Luego nos cuenta, para ejemplificar cuánto le apasiona las armas desde chico, que le hubiese gustado hacer el servicio militar, pero no salió sorteado.
Pero si bien a Steffen siempre se lo ha relacionado con la práctica del tiro deportivo, no lo ha practicado en forma continua, ya que hubo un parate en su carrera deportiva.
“Cuando me casé dejé de tirar y por muchos años. Me dediqué mucho a la bicicleta y a las motos. He viajado varias veces pedaleando hasta San Juan con un amigo. Yo soy muy devoto de la Difunta Correa.
Pero un día, ya con 40 años, dije por qué no volver a tirar. Me compré una carabina, empecé de nuevo y hasta el día de hoy que sigo tirando.

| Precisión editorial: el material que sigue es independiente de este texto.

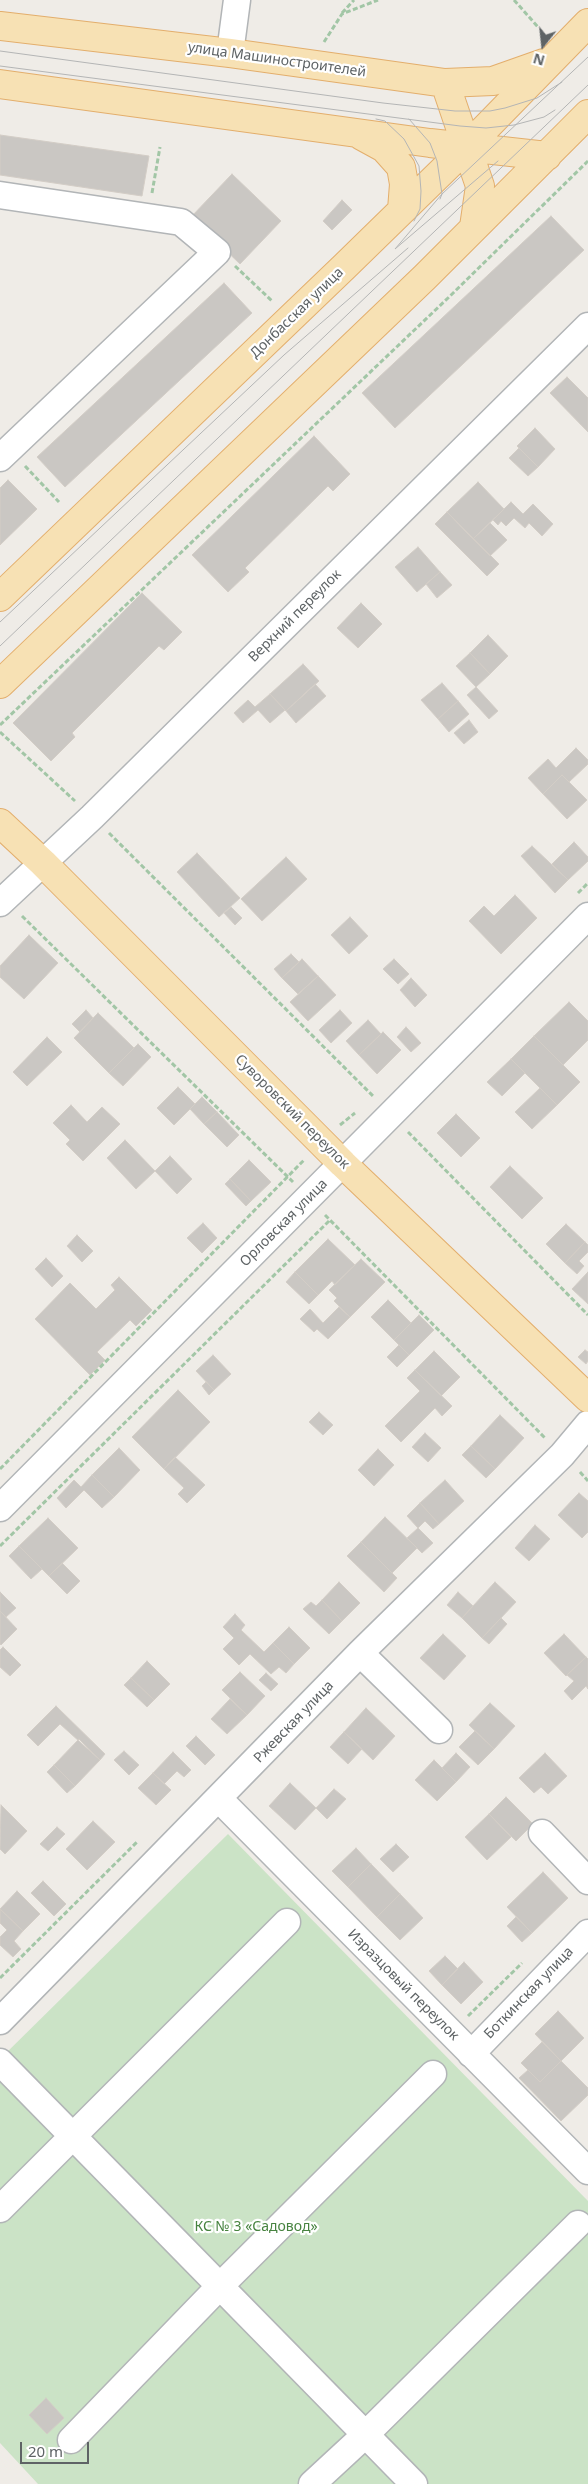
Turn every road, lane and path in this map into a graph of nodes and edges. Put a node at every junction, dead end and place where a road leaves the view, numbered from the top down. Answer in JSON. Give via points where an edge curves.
{"nodes":[{"id":1,"x":237,"y":0,"type":"edge"},
{"id":2,"x":354,"y":0,"type":"edge"},
{"id":3,"x":378,"y":0,"type":"edge"},
{"id":4,"x":514,"y":0,"type":"edge"},
{"id":5,"x":342,"y":14,"type":"junction"},
{"id":6,"x":588,"y":22,"type":"edge"},
{"id":7,"x":0,"y":26,"type":"edge"},
{"id":8,"x":538,"y":27,"type":"dead end"},
{"id":9,"x":320,"y":47,"type":"dead end"},
{"id":10,"x":230,"y":53,"type":"junction"},
{"id":11,"x":550,"y":60,"type":"junction"},
{"id":12,"x":445,"y":83,"type":"junction"},
{"id":13,"x":0,"y":84,"type":"edge"},
{"id":14,"x":588,"y":114,"type":"edge"},
{"id":15,"x":354,"y":132,"type":"junction"},
{"id":16,"x":160,"y":147,"type":"dead end"},
{"id":17,"x":467,"y":147,"type":"junction"},
{"id":18,"x":546,"y":156,"type":"junction"},
{"id":19,"x":588,"y":161,"type":"edge"},
{"id":20,"x":0,"y":195,"type":"edge"},
{"id":21,"x":402,"y":210,"type":"junction"},
{"id":22,"x":148,"y":216,"type":"junction"},
{"id":23,"x":474,"y":228,"type":"junction"},
{"id":24,"x":217,"y":252,"type":"junction"},
{"id":25,"x":272,"y":301,"type":"dead end"},
{"id":26,"x":588,"y":326,"type":"edge"},
{"id":27,"x":4,"y":454,"type":"edge"},
{"id":28,"x":59,"y":502,"type":"dead end"},
{"id":29,"x":0,"y":597,"type":"edge"},
{"id":30,"x":0,"y":684,"type":"edge"},
{"id":31,"x":0,"y":725,"type":"edge"},
{"id":32,"x":0,"y":732,"type":"edge"},
{"id":33,"x":92,"y":817,"type":"junction"},
{"id":34,"x":0,"y":823,"type":"edge"},
{"id":35,"x":43,"y":863,"type":"junction"},
{"id":36,"x":588,"y":883,"type":"edge"},
{"id":37,"x":2,"y":901,"type":"edge"},
{"id":38,"x":581,"y":906,"type":"edge"},
{"id":39,"x":380,"y":1090,"type":"dead end"},
{"id":40,"x":374,"y":1097,"type":"junction"},
{"id":41,"x":392,"y":1115,"type":"junction"},
{"id":42,"x":343,"y":1164,"type":"junction"},
{"id":43,"x":288,"y":1177,"type":"junction"},
{"id":44,"x":309,"y":1198,"type":"junction"},
{"id":45,"x":330,"y":1220,"type":"junction"},
{"id":46,"x":588,"y":1315,"type":"edge"},
{"id":47,"x":588,"y":1398,"type":"edge"},
{"id":48,"x":588,"y":1424,"type":"edge"},
{"id":49,"x":562,"y":1454,"type":"junction"},
{"id":50,"x":0,"y":1469,"type":"edge"},
{"id":51,"x":588,"y":1481,"type":"edge"},
{"id":52,"x":0,"y":1508,"type":"edge"},
{"id":53,"x":0,"y":1546,"type":"edge"},
{"id":54,"x":360,"y":1654,"type":"junction"},
{"id":55,"x":440,"y":1730,"type":"dead end"},
{"id":56,"x":219,"y":1799,"type":"junction"},
{"id":57,"x":542,"y":1833,"type":"dead end"},
{"id":58,"x":588,"y":1881,"type":"edge"},
{"id":59,"x":287,"y":1922,"type":"dead end"},
{"id":60,"x":588,"y":1933,"type":"edge"},
{"id":61,"x":526,"y":1958,"type":"dead end"},
{"id":62,"x":465,"y":2019,"type":"dead end"},
{"id":63,"x":0,"y":2021,"type":"edge"},
{"id":64,"x":470,"y":2054,"type":"junction"},
{"id":65,"x":0,"y":2062,"type":"edge"},
{"id":66,"x":433,"y":2074,"type":"dead end"},
{"id":67,"x":72,"y":2136,"type":"junction"},
{"id":68,"x":588,"y":2171,"type":"edge"},
{"id":69,"x":0,"y":2209,"type":"edge"},
{"id":70,"x":578,"y":2224,"type":"dead end"},
{"id":71,"x":220,"y":2286,"type":"junction"},
{"id":72,"x":365,"y":2435,"type":"junction"},
{"id":73,"x":71,"y":2440,"type":"dead end"},
{"id":74,"x":312,"y":2484,"type":"edge"},
{"id":75,"x":414,"y":2484,"type":"edge"}],
"edges":[{"from":1,"to":10,"type":"street"},
{"from":2,"to":5,"type":"path"},
{"from":3,"to":5,"type":"path"},
{"from":4,"to":8,"type":"path"},
{"from":5,"to":9,"type":"path"},
{"from":6,"to":11,"type":"main road","name":"Донбасская улица"},
{"from":7,"to":10,"type":"main road","name":"улица Машиностроителей"},
{"from":10,"to":12,"type":"main road","name":"улица Машиностроителей"},
{"from":11,"to":12,"type":"main road","name":"улица Машиностроителей","via":[[493,82]]},
{"from":11,"to":17,"type":"main road","name":"Донбасская улица"},
{"from":12,"to":17,"type":"main road"},
{"from":13,"to":15,"type":"main road"},
{"from":14,"to":18,"type":"main road"},
{"from":15,"to":17,"type":"main road"},
{"from":15,"to":21,"type":"main road","via":[[384,148],[400,167],[404,184]]},
{"from":16,"to":22,"type":"path"},
{"from":17,"to":18,"type":"main road"},
{"from":17,"to":21,"type":"main road","name":"Донбасская улица"},
{"from":17,"to":23,"type":"main road","via":[[480,186]]},
{"from":18,"to":23,"type":"main road"},
{"from":19,"to":31,"type":"path"},
{"from":20,"to":22,"type":"street"},
{"from":21,"to":29,"type":"main road","name":"Донбасская улица"},
{"from":22,"to":24,"type":"street","via":[[180,222]]},
{"from":23,"to":30,"type":"main road"},
{"from":24,"to":25,"type":"path"},
{"from":24,"to":27,"type":"street"},
{"from":26,"to":33,"type":"street","name":"Верхний переулок"},
{"from":27,"to":28,"type":"path"},
{"from":32,"to":33,"type":"path"},
{"from":33,"to":35,"type":"street","name":"Верхний переулок"},
{"from":33,"to":40,"type":"path"},
{"from":34,"to":35,"type":"main road","name":"Суворовский переулок"},
{"from":35,"to":37,"type":"street","name":"Верхний переулок"},
{"from":35,"to":42,"type":"main road","name":"Суворовский переулок"},
{"from":36,"to":38,"type":"path"},
{"from":37,"to":43,"type":"path"},
{"from":38,"to":41,"type":"street","name":"Орловская улица"},
{"from":39,"to":40,"type":"path"},
{"from":40,"to":41,"type":"path"},
{"from":41,"to":42,"type":"street","name":"Орловская улица"},
{"from":41,"to":46,"type":"path"},
{"from":42,"to":44,"type":"street","name":"Орловская улица"},
{"from":42,"to":47,"type":"main road","name":"Суворовский переулок"},
{"from":43,"to":44,"type":"path"},
{"from":43,"to":50,"type":"path"},
{"from":44,"to":45,"type":"path"},
{"from":44,"to":52,"type":"street","name":"Орловская улица"},
{"from":45,"to":49,"type":"path"},
{"from":45,"to":53,"type":"path"},
{"from":48,"to":49,"type":"street","name":"Ржевская улица"},
{"from":49,"to":51,"type":"path"},
{"from":49,"to":54,"type":"street","name":"Ржевская улица"},
{"from":54,"to":55,"type":"street"},
{"from":54,"to":56,"type":"street","name":"Ржевская улица"},
{"from":56,"to":63,"type":"street","name":"Ржевская улица"},
{"from":56,"to":64,"type":"street","name":"Изразцовый переулок"},
{"from":57,"to":58,"type":"street"},
{"from":59,"to":67,"type":"street"},
{"from":60,"to":64,"type":"street","name":"Боткинская улица"},
{"from":61,"to":62,"type":"path"},
{"from":64,"to":68,"type":"street","name":"Изразцовый переулок"},
{"from":65,"to":67,"type":"street"},
{"from":66,"to":71,"type":"street"},
{"from":67,"to":69,"type":"street"},
{"from":67,"to":71,"type":"street"},
{"from":70,"to":72,"type":"street"},
{"from":71,"to":72,"type":"street"},
{"from":71,"to":73,"type":"street"},
{"from":72,"to":74,"type":"street"},
{"from":72,"to":75,"type":"street"}]}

Por entonces vi a tiradores, como Beviacqua, que lo hacían con pistolas de aire. Y me invitó y ya me gustó. Es más, recuerdo que me prestó una, así que vendí la carabina y me compré una pistola de aire. Por ese tiempo todavía eran a palanca. Después llegaron a gas carbónico.
Empecé a entrenar y luego a competir en el zonal cordobés, que era muy lindo porque se tiraba en Río Cuarto, Villa María, Córdoba y San Francisco. Se hacían dos rondas al año y se elegía el mejor puntaje para consagrar al mejor.
Después decayó este torneo, pero seguimos compitiendo a nivel nacional. Luego se empezó a tirar con balas. Pistola libre se llama la disciplina, la de los príncipes, porque es la más difícil que hay. Se tira a puño con calibre 22, a cincuenta metros por un cañito fino.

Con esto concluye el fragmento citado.